元風俗店員が冒険者に
目覚めた日の夕方に医者〈マイセン〉と言う名前で昔は冒険者だったそうだ。
タバコかと思ったがわからないだろうから言わないでおこう。
マイセンの話では冒険者ギルドに登録すると冒険者になれるらしい。
簡単な面接と実技があると言うことだが、異世界人は実技指導もしてくれるとのことだ。
何でも異世界人は能力は高いが使い方がわからないことが多いからだ。
ちなみに、俺も体力にはあまり自信がない。
メタボ体系はだてでは・・・ん?
なんか、体がスリムな感じがする。
あれ?俺こんなにスリムだったかな?
体もなんか軽く感じるし。
病室の鏡を覗くと、若干若返ってる?
いや、良くわからんが二十代の半ばぐらいの頃の顔立ちか?だが俺の顔だよな。
若返って異世界に飛ばされるなんてあるのか?わからんことだらけだな。
とにかく、はやいこと冒険者になって金と経験値稼ぎだな。
マイセンが夕食をもってきた時に明日の朝に冒険者ギルドへ連れて行ってくれる事、異世界支援制度で幾らかの給付金を渡してくれる事を伝えられた。
明日冒険者ギルドへ行く前に色々確認しなくてはならない。
物資変換についてとMP回復についてを。
MP回復は最初につかったMPが自然と回復していったので大体わかった。
普通に生活していると、大体一時間で5回復したので、それを目安にしよう。
おそらく寝たり、休憩したりすると、全回復とかするんだろう。
アイテムもあるのかな。
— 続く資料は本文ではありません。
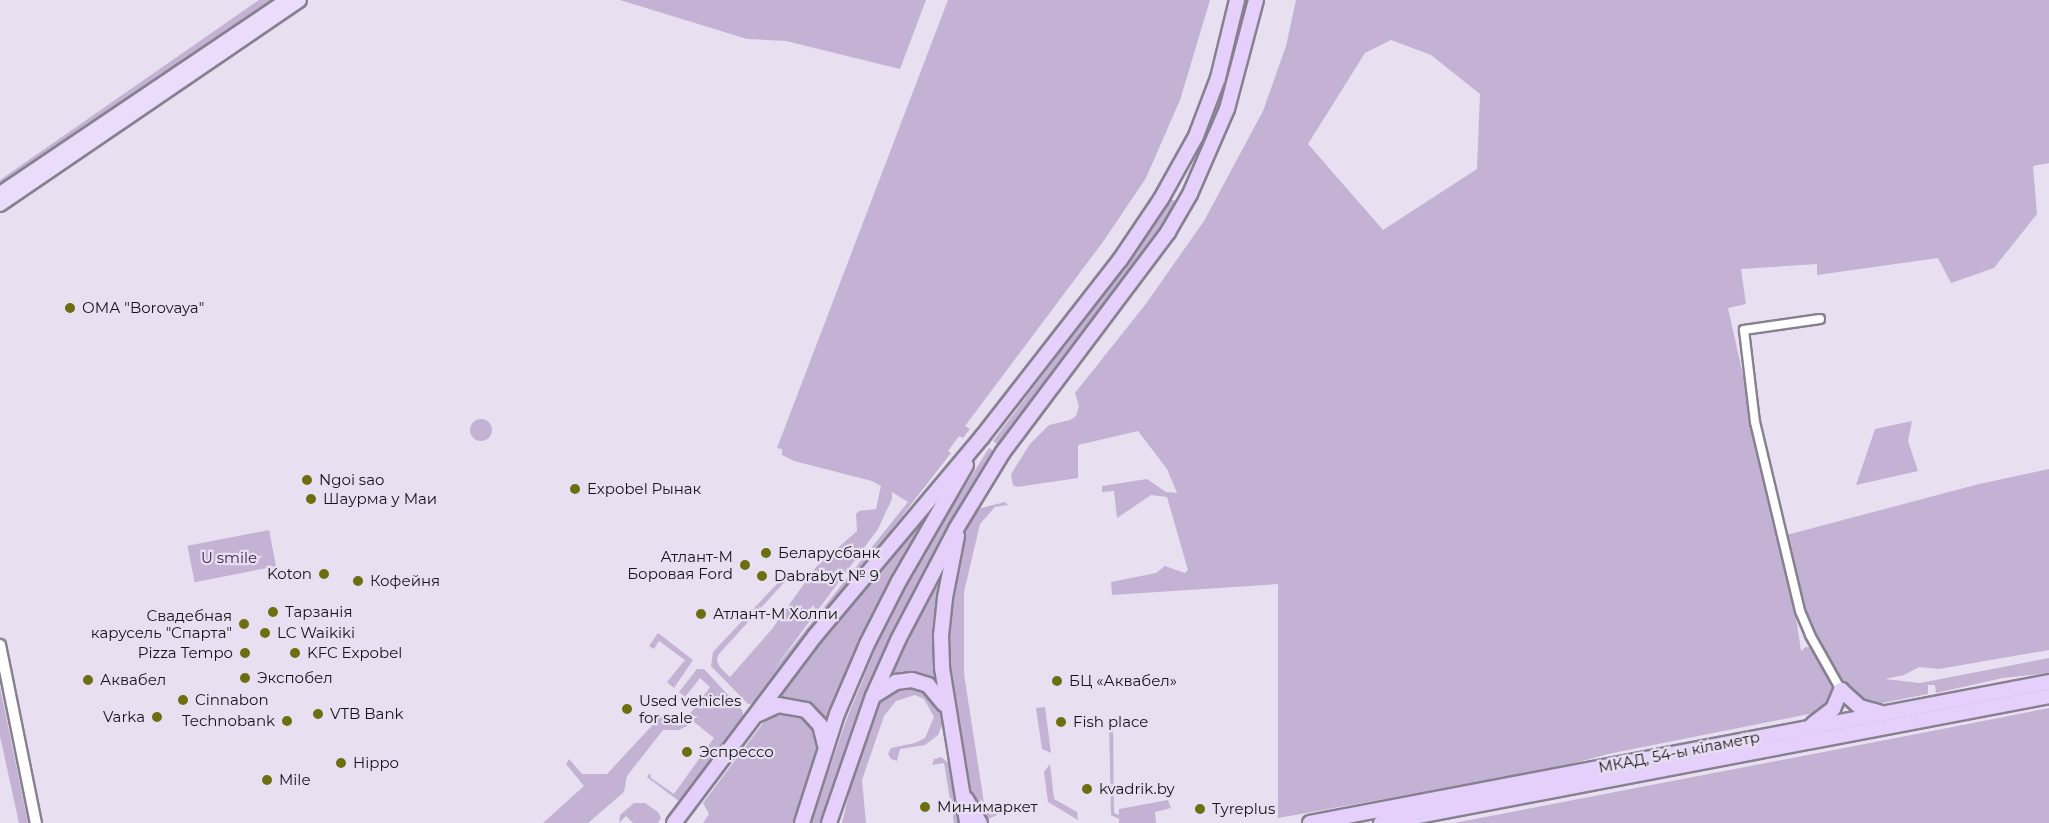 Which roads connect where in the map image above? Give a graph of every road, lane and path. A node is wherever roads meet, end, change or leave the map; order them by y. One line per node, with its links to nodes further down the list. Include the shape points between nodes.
1 (286, 0): 5 (main road)
2 (300, 0): 6 (main road)
3 (1237, 0): 8 (highway, via 1218,78 1199,127 1161,199 1120,260)
4 (1256, 0): 9 (highway, via 1227,109 1190,194 1168,232 1003,452)
5 (0, 194)
6 (0, 206)
7 (1820, 320): 12 (street, via 1744,330 1755,422 1800,611)
8 (982, 437): 17 (highway, via 815,636); 19 (highway, via 867,644)
9 (962, 520): 13 (highway, via 924,585); 15 (highway, via 941,636)
10 (0, 645): 21 (main road)
11 (2049, 682): 16 (highway, МКАД, 54-ы кіламетр)
12 (1842, 690): 16 (highway, via 1860,707); 18 (highway, via 1833,708)
13 (873, 696): 15 (highway, via 896,682 912,680 928,685); 24 (highway)
14 (2049, 696): 28 (highway, МКАД, 54-ы кіламетр)
15 (947, 710): 20 (highway)
16 (1887, 713): 18 (highway, МКАД, 54-ы кіламетр)
17 (755, 717): 19 (highway, via 778,705 806,710 823,730); 22 (highway)
18 (1808, 728): 27 (highway, МКАД, 54-ы кіламетр)
19 (826, 748): 23 (highway)
20 (960, 786): 25 (highway); 26 (highway)
21 (36, 823)
22 (674, 823)
23 (802, 823)
24 (829, 823)
25 (967, 823)
26 (980, 823)
27 (1310, 823)
28 (1382, 823)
要確認だな。
あと物資変換はかなりのチートだ。
何にでも変換できる、好きな形にだ。
質量は変わらないようなので大きささえ気をつけていれば色々と作れそうだ。
ただ、あまり複雑なものは上手くイメージできないから出来ない。
これは熟練度にも関わってくるかもしれないので、これも要確認だ。
戦闘に役立つかはいささか疑問だな、簡単な武器なら直ぐにつくれるが、武器なんざ使ったことがない。
明日冒険者ギルドに行って自分に合う武器も作らないといけないな。
「てか、店大丈夫かな?飛んだとおもわれてるよな・・・売り上げは金庫にいれてるからいいけど。はぁ・・・」
戻れるのかな?大体こう言うのは戻る旅にでるんだろうが・・・
別に戻らなくてもいいしなぁ・・・
彼女もいないし・・・
こっちなら楽しいことも有りそうだし。
こっちで頑張ってみるか。
とりあえず、もう寝よう。MPが0になると体の疲れが半端ない。気をつけないとダメだな。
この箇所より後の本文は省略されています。